▸ Dataset excerpts:
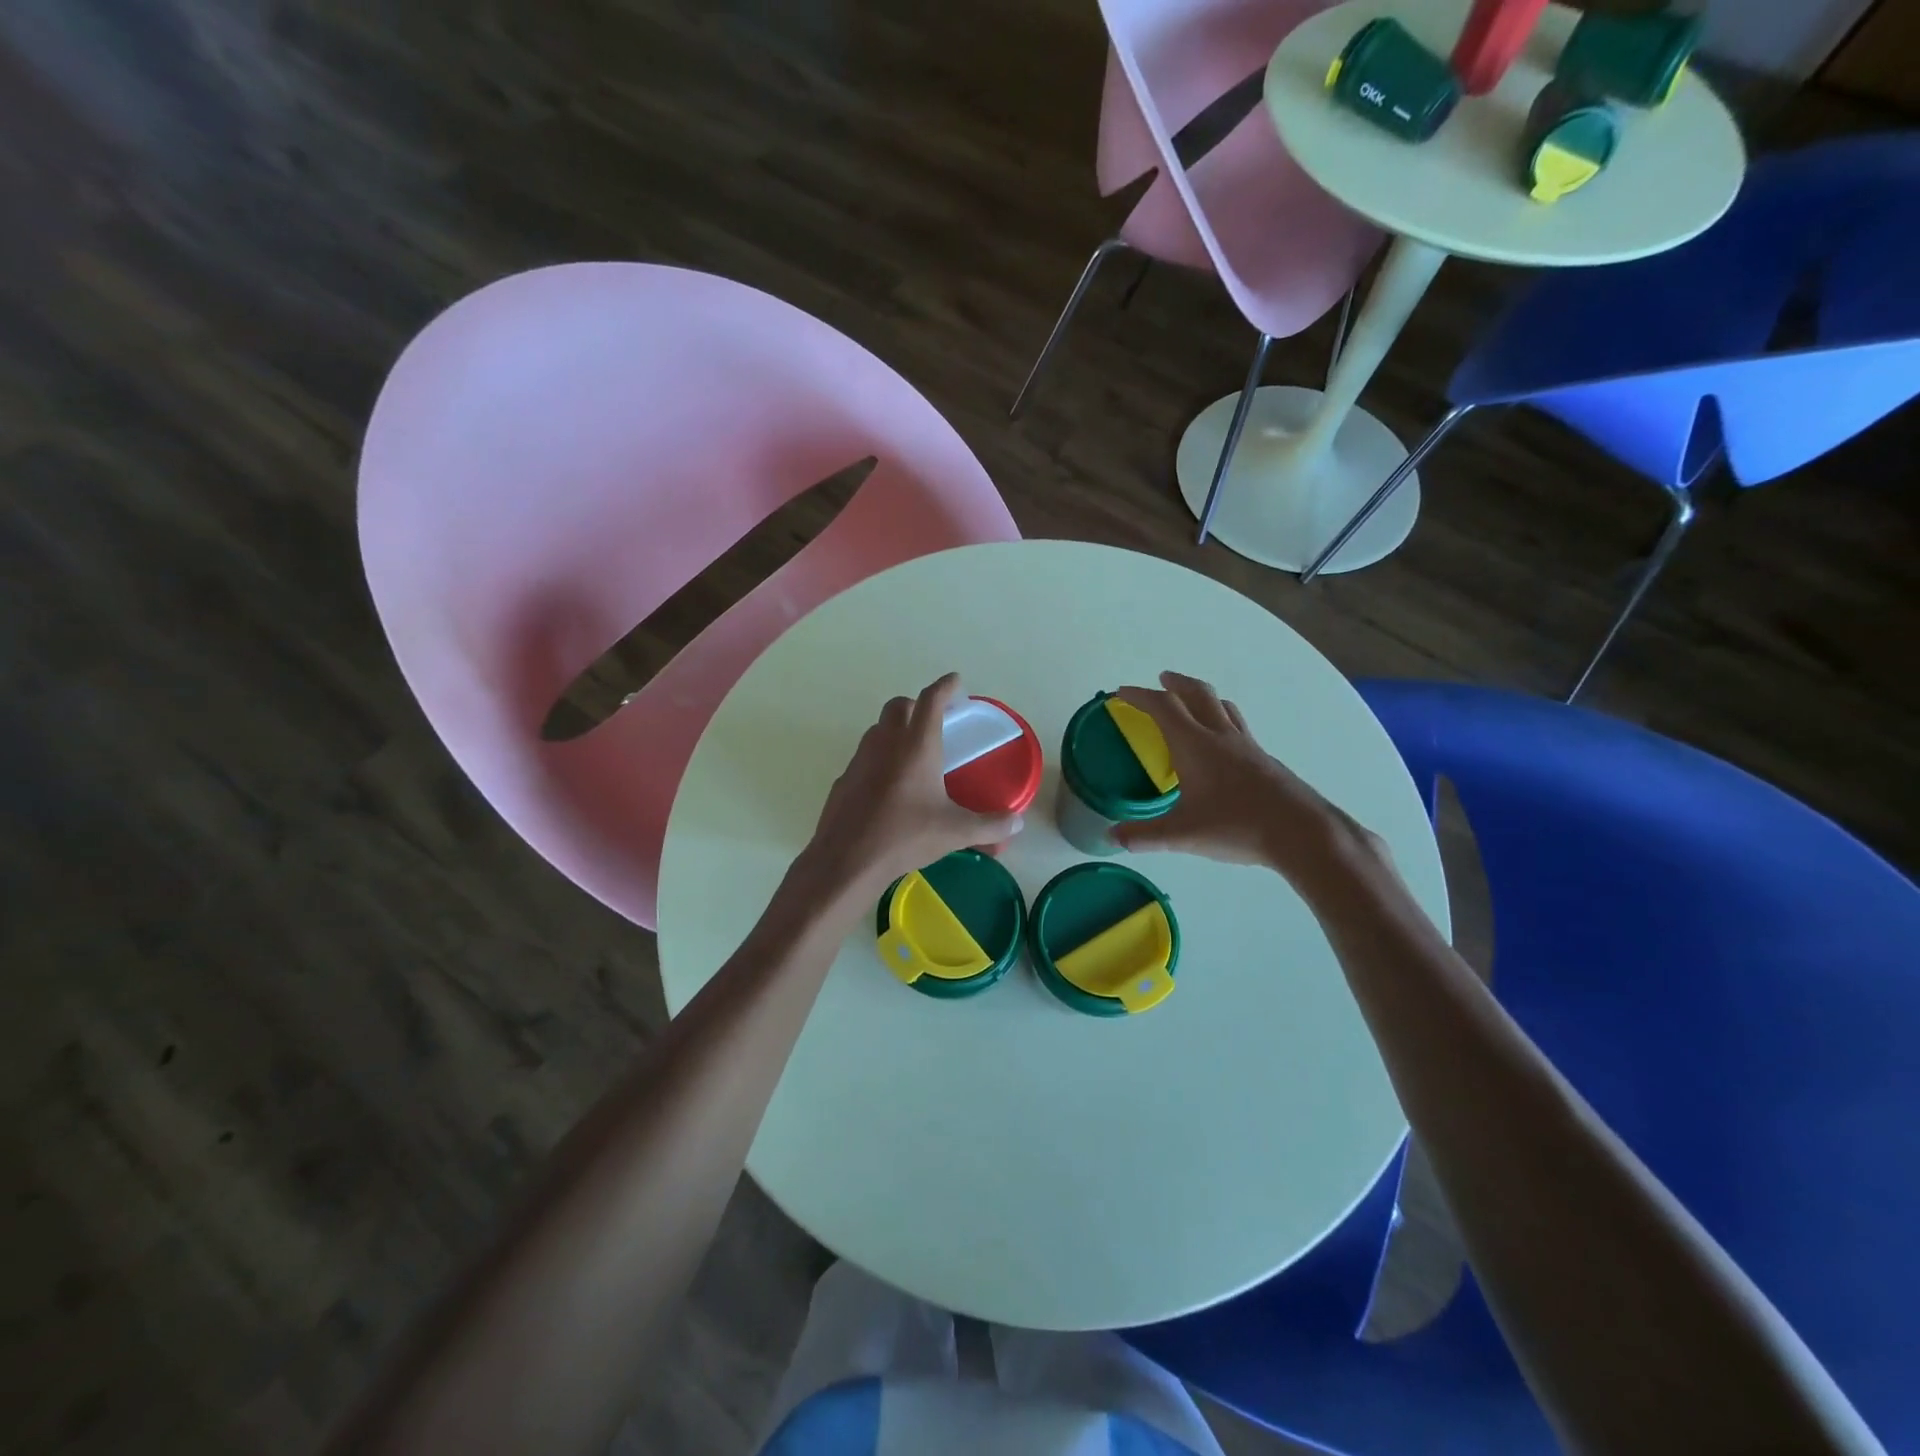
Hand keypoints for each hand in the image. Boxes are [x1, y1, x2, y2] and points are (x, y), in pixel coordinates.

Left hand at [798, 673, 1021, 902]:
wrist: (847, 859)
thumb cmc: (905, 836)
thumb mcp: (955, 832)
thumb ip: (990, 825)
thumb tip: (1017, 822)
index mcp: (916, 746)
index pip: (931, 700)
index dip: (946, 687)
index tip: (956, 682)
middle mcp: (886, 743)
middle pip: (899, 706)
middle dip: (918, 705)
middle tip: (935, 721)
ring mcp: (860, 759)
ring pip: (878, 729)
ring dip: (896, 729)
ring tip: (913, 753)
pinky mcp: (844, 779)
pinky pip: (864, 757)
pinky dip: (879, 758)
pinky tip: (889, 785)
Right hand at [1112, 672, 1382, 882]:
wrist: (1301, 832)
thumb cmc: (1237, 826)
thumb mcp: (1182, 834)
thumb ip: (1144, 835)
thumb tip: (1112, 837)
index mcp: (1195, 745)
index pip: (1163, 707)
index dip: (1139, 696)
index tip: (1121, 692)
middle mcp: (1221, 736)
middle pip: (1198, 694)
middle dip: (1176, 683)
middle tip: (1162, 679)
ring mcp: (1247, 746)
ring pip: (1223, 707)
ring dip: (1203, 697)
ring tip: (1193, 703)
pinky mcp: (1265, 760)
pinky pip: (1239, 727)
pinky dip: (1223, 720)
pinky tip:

▸ Task to complete: Which lines above include the string "index"? Show them.

▸ Solution for this problem:
index mcp: (916, 746)
index pip: (931, 700)
index dip: (946, 687)
index tip: (956, 682)
index mcp: (1195, 745)
index pip: (1163, 707)
index dip: (1139, 696)
index tip: (1121, 692)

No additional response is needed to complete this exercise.